На следующий день Наоби, никогда не нарушавшая обещаний, прислала человека, который сообщил, что с середины июня до середины июля можно использовать бараки и контору — временные постройки, находящиеся на участке, отведенном под загородные дома в Минами Идзу. Такаки молниеносно составил план учебных занятий, и было решено, что в следующую же субботу, во второй половине дня, как только солдат сил самообороны будет свободен, его вызовут, и учебный отряд отправится в Минами Идзу. В тот день Инаго на мотоцикле солдата приехала в убежище. Как и в прошлый раз, она хотела похвастать своим возлюбленным. Исана вывел к ней Дзина, чтобы тот попрощался с Инаго. Солдат в кожаной куртке, угрожающе скрестив руки на груди, стоял, широко расставив ноги, у вишни, к стволу которой он прислонил мотоцикл, и даже не удостоил Исана взглядом. Через некоторое время он снова надел на свою черную круглую голову, похожую на пушечное ядро, еще более черный и круглый шлем и завел мотор, давая Инаго понять, что пора ехать. Нетерпеливо переминавшийся с ноги на ногу солдат был похож, как и его мотоцикл, на норовистого жеребца. Инаго что-то говорила Дзину тихим голосом — Исана не мог расслышать что, — и тот отвечал ей в тон. Подгоняемая солдатом, Инаго говорила с одним Дзином и, повернувшись к Исана и удостоив его лишь одним взглядом своих огненных янтарных глаз, сбежала вниз по косогору к вишне. Потом прижалась к огромной спине солдата с таким видом, будто на свете нет ничего более мягкого и приятного, и мотоцикл с треском укатил. Дзин чувствовал себя брошенным. То же испытывал и Исана…
Через неделю Такаки, убедившись, что участок в Минами Идзу, отведенный под загородные дома, безопасен, послал Короткого, Красномордого и еще одного подростка на двух машинах за боеприпасами. Машина, в которой ехал Короткий, была фургоном, в каких профессиональные фоторепортеры возят необходимую для съемок аппаратуру, что в данном случае служило прекрасным камуфляжем. Вторая машина с Красномордым за рулем была специально предназначена для Исана и Дзина. Эта забота несколько смягчила их боль при отъезде Инаго. Пока Красномордый и еще один подросток грузили в фургон боеприпасы Союза свободных мореплавателей, перевезенные из съемочного павильона полуразрушенной киностудии в бункер, Короткий рассказывал Исана о том, как проводятся боевые учения Союза свободных мореплавателей. В одной из крохотных гаваней — их поблизости бесчисленное множество — подростки пользуются шхуной, владелец которой поставил ее там на мертвый якорь, по ночам выходят в море и проводят военные учения. Днем занимаются физическими упражнениями, которые обязан выполнять в армии солдат первого года службы…

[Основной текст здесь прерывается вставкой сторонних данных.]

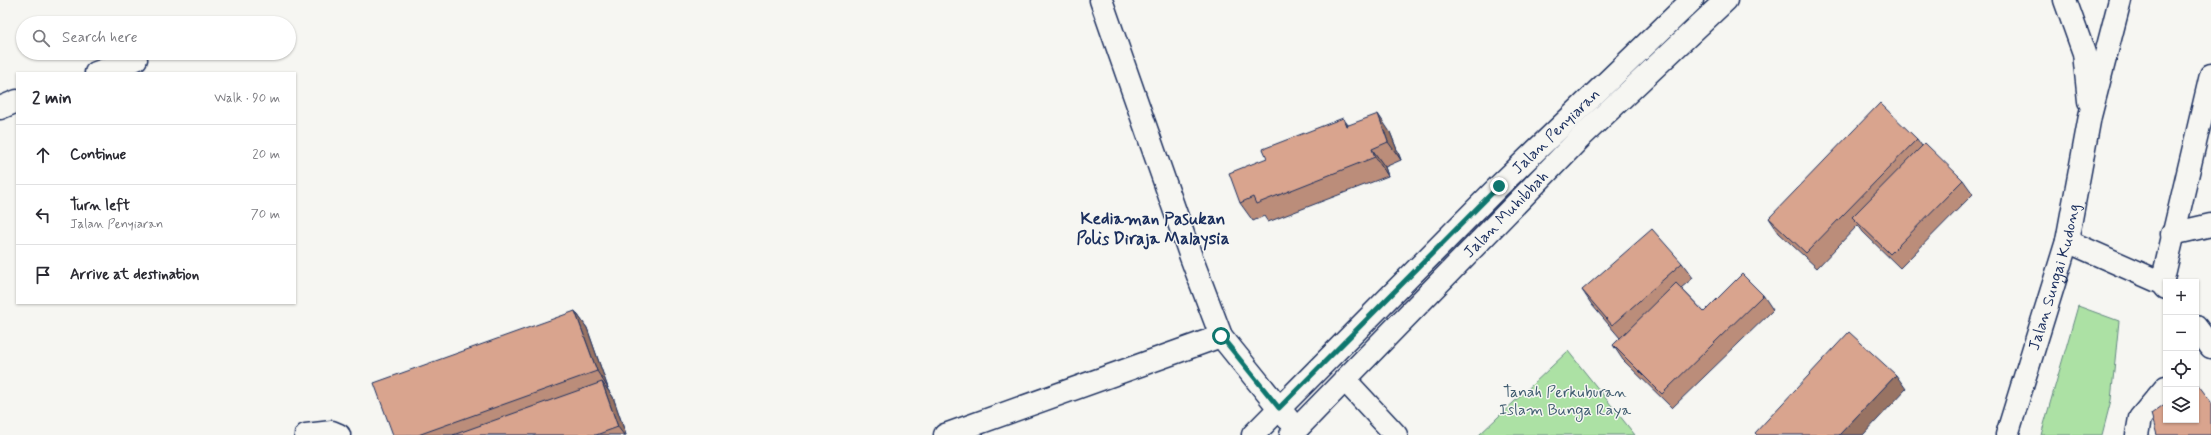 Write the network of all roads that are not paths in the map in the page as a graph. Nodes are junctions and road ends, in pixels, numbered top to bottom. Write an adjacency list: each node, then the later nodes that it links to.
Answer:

— В общем, все делается как следует. Делается серьезно, — сказал Короткий значительно, но все тем же тонким голосом. — Наконец-то я снова могу заняться своими профессиональными обязанностями. Я фотографирую учения. А новые камеры и всякая аппаратура, которые мне пришлось погрузить в фургон, лежат там не только в целях конспирации. Солдат — прекрасный объект для съемок.
— Солдат? Но ведь он к понедельнику обязан вернуться в казарму своего отряда военных музыкантов?
— Нет, солдат все время с Инаго. Союз свободных мореплавателей освободил из японских сил самообороны одного солдата — и то хорошо! — сказал Короткий.
Исана и Дзин сели на заднее сиденье в машину Красномордого и поехали. Рядом с ними лежало одеяло и полиэтиленовые мешочки на случай, если Дзина укачает. Очень скоро Дзин, привыкнув к автомобилю и уютно устроившись в нем, стал тихо подвывать, подражая шуму мотора, в общем, как бы превратился в одну из составных его частей. Их машина шла впереди фургона, в котором ехали Короткий и еще один подросток. Красномордый, хотя и презирал автомобили, мастерски, даже артистически вел машину, будто родился вместе с ней; пока они добирались до Томэя — скоростной автострады Токио-Нагоя, он, выискивая непонятно откуда известные ему узкие боковые улочки, удивительно легко, ни разу не попав в пробку, миновал город, в три часа дня обычно забитый машинами. Будто получая удовольствие от скрупулезного соблюдения правил уличного движения, он ни разу не превысил установленной скорости и даже держал ее на пять километров ниже предельной. Поглощенный управлением, он почти все время молчал. Когда они выехали на автостраду и спокойно поехали по ней, Исана, почувствовав интерес к Красномордому, заговорил:
— Тамакити — молодец, но и ты тоже прекрасно водишь машину. Так свободно и легко, что даже не верится.